Should Russia “not demonstrate tangible progress,” its members could face being deprived of their votes until the year end or removed altogether, the Yevropeyska Pravda news site reported.
The resolution – which drew 160 votes in favor and 42 against – prevents the Russian PACE members from participating in election observing missions, serving as rapporteurs and being appointed as PACE representatives until the end of 2015.
It also calls for an assessment at the next session’s opening in April of what Russia has done to de-escalate the conflicts in Ukraine, Georgia and the Transdniester region in Moldova, including removing its soldiers from these regions, the news site said.
The resolution calls for the Russian government to arrange for the release of Ukrainian war prisoner of war Nadiya Savchenko during the next 24 hours to the Ukrainian government or a third party, said Ms. Zalishchuk, a member of the Ukrainian delegation in Strasbourg. It condemns Russia’s role in instigating and escalating the military conflict in eastern Ukraine, including supplying arms to separatist fighters and concealing the involvement of Russian armies.
It condemned Russia’s role in the Mariupol attack on civilians on January 24. The resolution cites Russia’s failure to uphold the Minsk ceasefire accords and calls for the Russian government to uphold them, including removing Russian soldiers from Ukrainian territory. It calls upon Russia to cancel the annexation of Crimea and cease the ethnic persecution of Crimean Tatars.
Most of the approved amendments were approved at a “very heated” meeting of the monitoring committee that day, Ms. Zalishchuk told The Ukrainian Weekly. Just a day earlier, the same committee approved a draft resolution removing the sanctions on Russia, granting its members the right to vote at PACE sessions, participate in governing PACE bodies and vote in the sessions of the leading committees.
However, Ukrainian diplomats were able to sway the committee towards supporting amendments reflecting an opposite position, Ms. Zalishchuk said, crediting the success to the Ukrainian Foreign Affairs Ministry, Verkhovna Rada Chair Volodymyr Hroisman and fellow PACE delegates from the Ukrainian Parliament.
In response to the January 28 PACE vote to extend sanctions, the Russian delegation will cease its participation in PACE, as well as any contact, until the year end, Aleskei Pushkov, the head of the Russian Duma’s Foreign Affairs Committee, told reporters afterwards in Strasbourg, as reported by the Yevropeyska Pravda news site.
“Under such conditions, there’s no discussion on any visits by PACE representatives, PACE monitors or contact by PACE representatives with Ms. Savchenko,” he added.

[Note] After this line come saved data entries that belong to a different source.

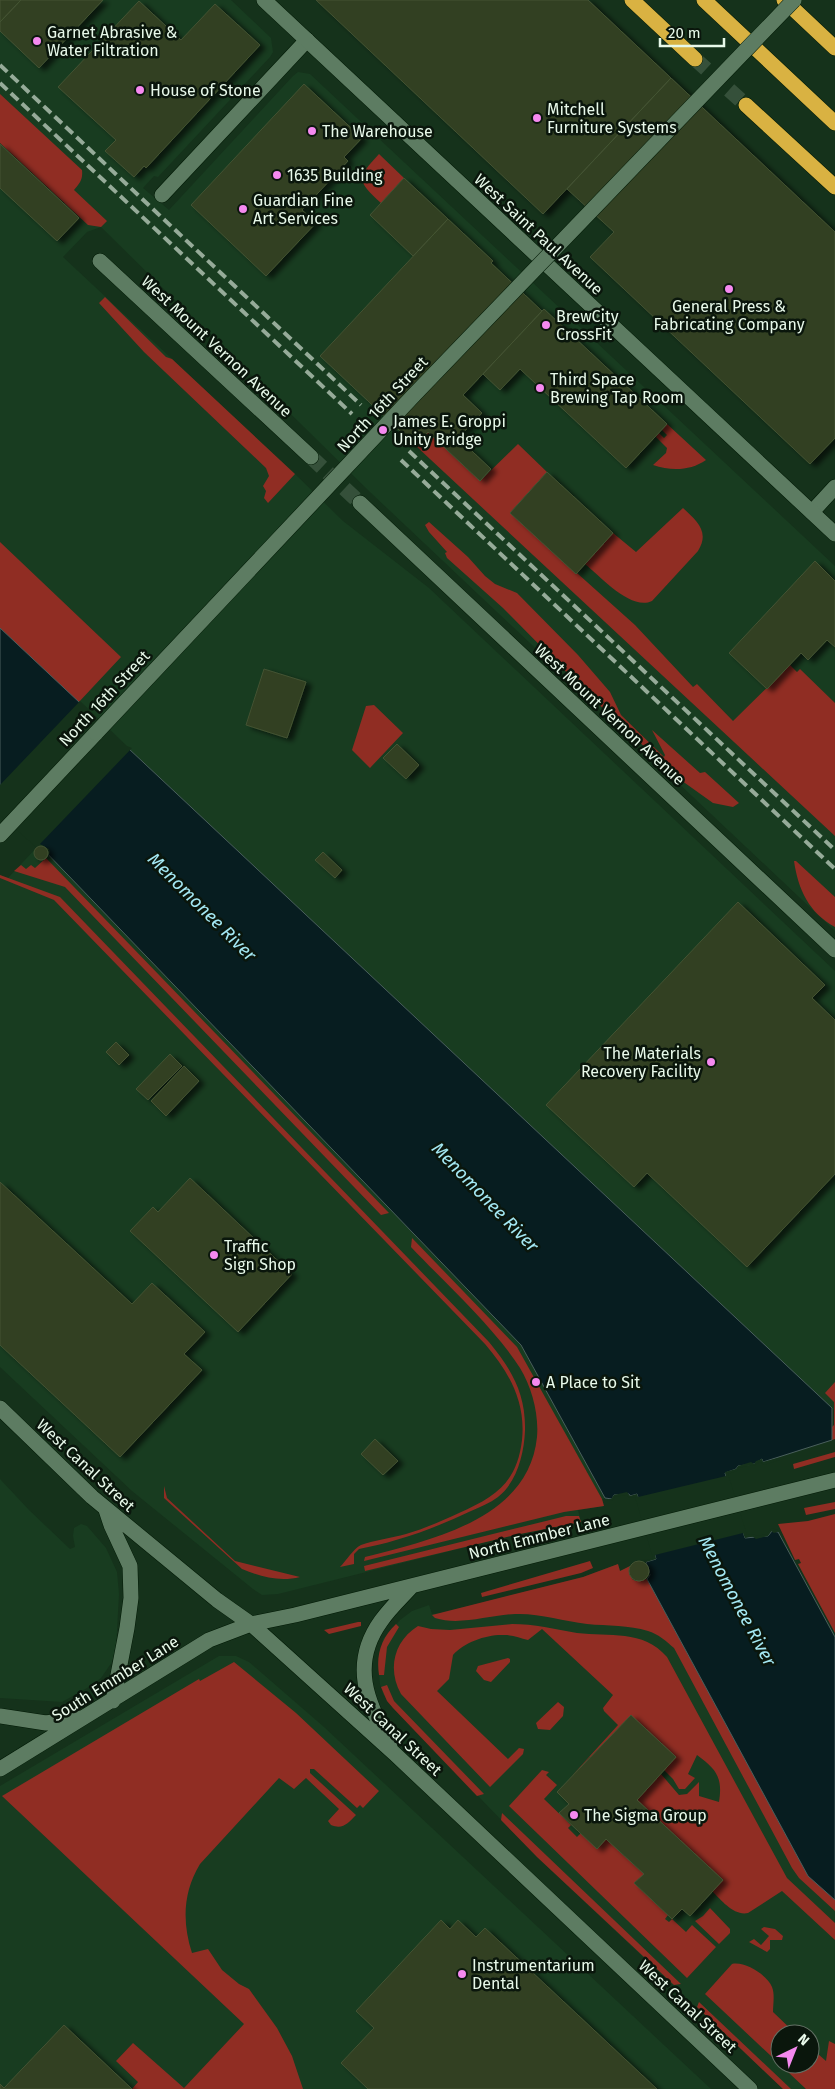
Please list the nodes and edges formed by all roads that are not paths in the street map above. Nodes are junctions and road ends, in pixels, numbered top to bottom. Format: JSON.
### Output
{"nodes":[{"id":1,"x":264,"y":0,"type":"edge"},
{"id":2,"x":632,"y":0,"type":"edge"},
{"id":3,"x":704,"y":0,"type":"edge"},
{"id":4,"x":784,"y":0,"type":"edge"},
{"id":5,"x":794,"y":0,"type":"edge"},
{"id":6,"x":307,"y":40,"type":"junction"},
{"id":7,"x":835,"y":48,"type":"edge"},
{"id":8,"x":696,"y":59,"type":"tunnel mouth"},
{"id":9,"x":746,"y":105,"type":"tunnel mouth"},
{"id":10,"x":833,"y":121,"type":"edge"},
{"id":11,"x":835,"y":187,"type":"edge"},
{"id":12,"x":162,"y":195,"type":"dead end"},
{"id":13,"x":100,"y":261,"type":"dead end"},
{"id":14,"x":311,"y":457,"type":"tunnel mouth"},
{"id":15,"x":835,"y":488,"type":"edge"},
{"id":16,"x":360,"y":503,"type":"tunnel mouth"},
{"id":17,"x":812,"y":512,"type":"junction"},
{"id":18,"x":835,"y":534,"type":"edge"},
{"id":19,"x":0,"y":835,"type":"edge"},
{"id":20,"x":835,"y":950,"type":"edge"},
{"id":21,"x":0,"y":1408,"type":"edge"},
{"id":22,"x":835,"y":1480,"type":"edge"},
{"id":23,"x":106,"y":1509,"type":"junction"},
{"id":24,"x":412,"y":1586,"type":"junction"},
{"id":25,"x":251,"y":1624,"type":"junction"},
{"id":26,"x":113,"y":1701,"type":"junction"},
{"id":27,"x":0,"y":1716,"type":"edge"},
{"id":28,"x":85,"y":1718,"type":"junction"},
{"id":29,"x":395,"y":1754,"type":"junction"},
{"id":30,"x":0,"y":1769,"type":"edge"},
{"id":31,"x":750,"y":2089,"type":"edge"}],
"edges":[{"from":1,"to":6,"type":"street","name":"West Saint Paul Avenue"},
{"from":2,"to":8,"type":"highway"},
{"from":3,"to":10,"type":"highway"},
{"from":4,"to":7,"type":"highway"},
{"from":5,"to":19,"type":"street","name":"North 16th Street","bridge":true},
{"from":6,"to":12,"type":"street"},
{"from":6,"to":17,"type":"street","name":"West Saint Paul Avenue"},
{"from":9,"to":11,"type":"highway"},
{"from":13,"to":14,"type":"street","name":"West Mount Vernon Avenue"},
{"from":15,"to":17,"type":"street"},
{"from":16,"to":20,"type":"street","name":"West Mount Vernon Avenue"},
{"from":17,"to":18,"type":"street","name":"West Saint Paul Avenue"},
{"from":21,"to":23,"type":"street","name":"West Canal Street"},
{"from":22,"to":24,"type":"street","name":"North Emmber Lane"},
{"from":23,"to":25,"type":"street","name":"West Canal Street"},
{"from":23,"to":26,"type":"street"},
{"from":24,"to":25,"type":"street","name":"North Emmber Lane"},
{"from":24,"to":29,"type":"street"},
{"from":25,"to":26,"type":"street","name":"South Emmber Lane"},
{"from":25,"to":29,"type":"street","name":"West Canal Street"},
{"from":26,"to":28,"type":"street","name":"South Emmber Lane"},
{"from":27,"to":28,"type":"street"},
{"from":28,"to":30,"type":"street","name":"South Emmber Lane"},
{"from":29,"to":31,"type":"street","name":"West Canal Street"}]}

The Russian government is seriously considering leaving the Council of Europe and ceasing its participation in the European Human Rights Convention and other Council of Europe institutions. “I wish to stress that Russia had never considered such a possibility,” Mr. Pushkov said. “Today’s PACE decision puts this issue on the daily agenda.”
With that, Russia has removed any limitations any international institution can place upon it, with the exception of the United Nations, where it has a significant voice, observers said.
“At the moment, Ukraine can count on the support of the U.S., Canada, Great Britain and Poland,” said Andrii Zolotariov, the director of the Third Sector analytical center in Kyiv. “It needs to orient itself towards them, since the political position of these countries is benevolent towards us. But waiting on the EU can drag on into infinity.”